Testing and Continuous Integration

CCMI CDT: Software Engineering Fundamentals

Patrick J. Roddy

2025-12-03

Scan to view the slides

Testing

Software Testing

Software testing is a crucial activity in the software development life cycle that aims to evaluate and improve the quality of software products. Thorough testing is essential to ensure software systems function correctly, are secure, meet stakeholders’ needs, and ultimately offer value to end users.

Benefits of Testing

Risk mitigation: identify defects and failures early.
Confidence: results reproducible with well planned tests.
Compliance: ensure that software adheres to standards.
Code re-usability: other researchers can confirm that the code works before using it.
Works as minimal documentation: users can see how the code is meant to work.
Optimisation: provides vital feedback.
Cost savings: reduces downstream costs.

Manual Testing

Done in person by clicking through application.
Interacting with the software and APIs with the appropriate tool.
Expensive.
Prone to human error.

Automated Testing

Performed by a machine that runs a script written in advance.
Vary in complexity.
Much more reliable and robust.
Quality of automated tests depends on how well the scripts are written.
Key part of continuous integration and continuous delivery (CI/CD).

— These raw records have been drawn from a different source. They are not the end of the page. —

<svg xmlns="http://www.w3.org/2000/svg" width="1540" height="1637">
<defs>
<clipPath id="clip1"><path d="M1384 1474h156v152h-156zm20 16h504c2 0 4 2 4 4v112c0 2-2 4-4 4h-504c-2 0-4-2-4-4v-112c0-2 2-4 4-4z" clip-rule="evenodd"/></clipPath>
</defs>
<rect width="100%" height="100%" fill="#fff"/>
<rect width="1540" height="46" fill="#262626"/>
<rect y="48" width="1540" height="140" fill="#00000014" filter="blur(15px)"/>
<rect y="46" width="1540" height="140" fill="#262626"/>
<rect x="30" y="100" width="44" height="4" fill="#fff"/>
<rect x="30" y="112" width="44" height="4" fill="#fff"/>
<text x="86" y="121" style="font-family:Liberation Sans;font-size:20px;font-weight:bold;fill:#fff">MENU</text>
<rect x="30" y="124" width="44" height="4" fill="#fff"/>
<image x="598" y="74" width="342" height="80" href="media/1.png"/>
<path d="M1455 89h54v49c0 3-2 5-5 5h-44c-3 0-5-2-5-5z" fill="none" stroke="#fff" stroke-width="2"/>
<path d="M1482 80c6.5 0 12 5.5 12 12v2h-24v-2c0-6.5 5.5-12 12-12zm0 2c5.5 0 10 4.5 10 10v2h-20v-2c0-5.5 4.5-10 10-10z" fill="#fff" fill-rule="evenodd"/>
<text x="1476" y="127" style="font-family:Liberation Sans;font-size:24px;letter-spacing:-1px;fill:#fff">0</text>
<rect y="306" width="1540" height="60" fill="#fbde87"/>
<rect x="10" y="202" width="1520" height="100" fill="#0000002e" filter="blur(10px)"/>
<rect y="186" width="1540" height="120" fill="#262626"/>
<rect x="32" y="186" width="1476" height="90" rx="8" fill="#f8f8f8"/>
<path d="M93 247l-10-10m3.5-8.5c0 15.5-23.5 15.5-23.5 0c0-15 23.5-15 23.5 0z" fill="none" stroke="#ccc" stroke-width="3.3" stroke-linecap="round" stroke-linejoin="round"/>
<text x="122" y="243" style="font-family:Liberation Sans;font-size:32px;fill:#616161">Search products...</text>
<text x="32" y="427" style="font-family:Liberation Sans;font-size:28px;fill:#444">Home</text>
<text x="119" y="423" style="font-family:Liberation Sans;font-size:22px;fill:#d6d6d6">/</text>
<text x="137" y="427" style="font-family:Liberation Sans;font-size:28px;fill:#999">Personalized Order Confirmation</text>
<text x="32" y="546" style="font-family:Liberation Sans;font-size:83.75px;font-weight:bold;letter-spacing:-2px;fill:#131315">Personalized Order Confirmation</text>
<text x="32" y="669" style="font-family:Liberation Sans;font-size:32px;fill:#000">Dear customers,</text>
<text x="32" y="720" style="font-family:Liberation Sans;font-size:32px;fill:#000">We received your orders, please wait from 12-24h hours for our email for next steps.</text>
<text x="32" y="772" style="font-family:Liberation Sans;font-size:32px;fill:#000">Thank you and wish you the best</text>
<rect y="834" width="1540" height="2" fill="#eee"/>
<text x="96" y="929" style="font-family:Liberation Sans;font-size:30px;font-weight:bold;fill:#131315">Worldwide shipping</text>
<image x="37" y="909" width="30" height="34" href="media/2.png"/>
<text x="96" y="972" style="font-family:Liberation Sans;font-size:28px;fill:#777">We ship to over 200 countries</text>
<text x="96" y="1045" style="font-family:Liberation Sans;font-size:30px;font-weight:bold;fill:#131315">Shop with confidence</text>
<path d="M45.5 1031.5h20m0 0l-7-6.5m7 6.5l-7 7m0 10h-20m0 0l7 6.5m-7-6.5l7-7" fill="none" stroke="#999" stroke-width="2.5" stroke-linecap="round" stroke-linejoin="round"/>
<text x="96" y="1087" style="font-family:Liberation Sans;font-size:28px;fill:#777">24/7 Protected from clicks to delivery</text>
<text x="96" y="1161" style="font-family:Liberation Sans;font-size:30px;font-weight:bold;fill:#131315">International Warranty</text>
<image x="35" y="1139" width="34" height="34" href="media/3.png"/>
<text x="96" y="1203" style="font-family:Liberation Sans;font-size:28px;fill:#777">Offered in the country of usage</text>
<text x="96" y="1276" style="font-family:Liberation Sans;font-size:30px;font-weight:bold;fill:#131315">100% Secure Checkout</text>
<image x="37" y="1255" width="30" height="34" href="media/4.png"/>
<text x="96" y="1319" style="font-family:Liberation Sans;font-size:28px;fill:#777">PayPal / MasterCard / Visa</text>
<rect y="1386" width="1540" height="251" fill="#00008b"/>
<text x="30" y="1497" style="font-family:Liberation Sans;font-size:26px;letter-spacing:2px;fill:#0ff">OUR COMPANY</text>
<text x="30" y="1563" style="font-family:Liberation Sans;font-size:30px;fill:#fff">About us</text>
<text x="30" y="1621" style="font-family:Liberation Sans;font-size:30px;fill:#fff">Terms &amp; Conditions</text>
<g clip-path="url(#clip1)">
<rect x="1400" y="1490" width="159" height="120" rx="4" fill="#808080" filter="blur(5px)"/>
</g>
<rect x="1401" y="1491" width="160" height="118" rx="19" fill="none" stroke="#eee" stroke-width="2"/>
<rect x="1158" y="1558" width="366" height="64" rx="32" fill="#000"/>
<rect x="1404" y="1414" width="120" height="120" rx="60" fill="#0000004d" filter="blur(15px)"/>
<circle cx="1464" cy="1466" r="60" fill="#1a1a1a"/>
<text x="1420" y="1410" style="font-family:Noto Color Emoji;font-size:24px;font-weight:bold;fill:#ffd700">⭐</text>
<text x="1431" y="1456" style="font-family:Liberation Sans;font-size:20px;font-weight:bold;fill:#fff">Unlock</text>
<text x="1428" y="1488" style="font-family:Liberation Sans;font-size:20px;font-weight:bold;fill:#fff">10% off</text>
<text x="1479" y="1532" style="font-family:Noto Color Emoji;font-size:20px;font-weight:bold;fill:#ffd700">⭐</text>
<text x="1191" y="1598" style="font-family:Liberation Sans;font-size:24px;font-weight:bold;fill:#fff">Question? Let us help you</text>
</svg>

Test Driven Development (TDD)

Write a test for the next bit of functionality you want to add.
Write the functional code until the test passes.
Refactor both new and old code to make it well structured.

Coverage

Shows how much of the application has been tested.
Helps evaluate testing completeness and identify gaps.
High percentage is not everything.
Providers:
- Codecov.
- Coveralls.

Coverage

Types of coverage:

Statement: checks if every line of code has run at least once.
Branch: ensures both the “true” and “false” outcomes have been tested.
Function: measures whether all functions or methods were executed during testing.
Condition: verifies each condition in your code evaluates both to true and false at least once.
Path: tries to cover every possible route through your application.

Coverage

Types of Tests

Unit Tests

Low level.
Close to the source of the application.
Tests individual methods/functions.
Cheap to automate.
Run quickly.

Unit Tests

def add(a, b):
    return a + b

def test_add_positive_numbers():
    assert add(2, 3) == 5

def test_add_negative_numbers():
    assert add(-1, -1) == -2

Unit Tests

import pytest

def divide(a, b):
    if b == 0:
        raise ValueError("Cannot divide by zero")
    return a / b

def test_divide_by_zero_raises_error():
    with pytest.raises(ValueError, match="Cannot divide by zero"):
        divide(10, 0)

@pytest.mark.parametrize(
    "a,b,expected",
    [
        (10, 2, 5),
        (20, 4, 5),
        (100, 10, 10),
    ],
)
def test_divide_various_inputs(a, b, expected):
    assert divide(a, b) == expected

Integration Tests

Verifies that different part of the application work well together.
e.g. test interaction with database/make sure microservices work together.
More expensive to run.
Many parts of the application need to be up and running.

Integration Tests

import pytest
from sqlalchemy import create_engine
from myapp.repository import UserRepository

@pytest.fixture
def db_engine():
    """Create in-memory database for testing"""
    engine = create_engine("sqlite:///:memory:")
    yield engine
    engine.dispose()

@pytest.fixture
def user_repo(db_engine):
    """Create repository with test database"""
    repo = UserRepository(db_engine)
    repo.create_tables()
    return repo

Integration Tests

from myapp.models import User

def test_create_and_retrieve_user(user_repo):
    # Test that we can save to database and retrieve
    user = User(name="Alice", email="alice@example.com")
    user_id = user_repo.save(user)

    retrieved_user = user_repo.get_by_id(user_id)
    assert retrieved_user.name == "Alice"
    assert retrieved_user.email == "alice@example.com"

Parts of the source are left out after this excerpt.